The task ▸ When you reproduce these records, keep every word exactly and drop the images.
[[ Input data, beginning ]]
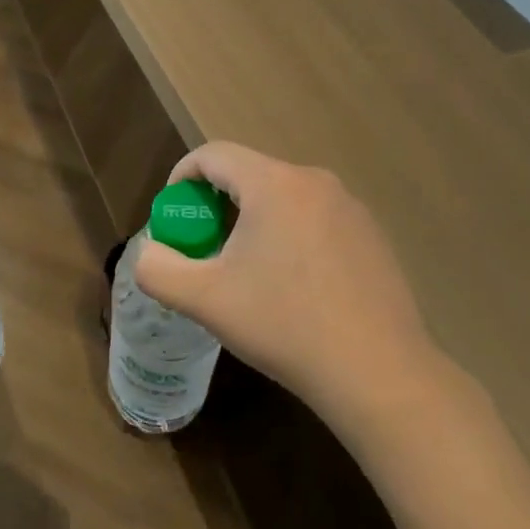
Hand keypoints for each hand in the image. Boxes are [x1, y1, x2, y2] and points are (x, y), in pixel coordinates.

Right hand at [134, 143, 441, 437]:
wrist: (378, 373)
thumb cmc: (284, 325)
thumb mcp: (204, 300)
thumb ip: (158, 269)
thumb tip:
[[ Input data, end ]]
Task solution ▸
Hand keypoints for each hand in the image. Boxes are [x1, y1, x2, y2] and points are (x, y), in pixel coordinates.

Right hand at [134, 143, 441, 437]:
wrist: (378, 373)
thumb cmc: (284, 325)
thumb mcp: (204, 300)
thumb ip: (158, 269)
thumb tip:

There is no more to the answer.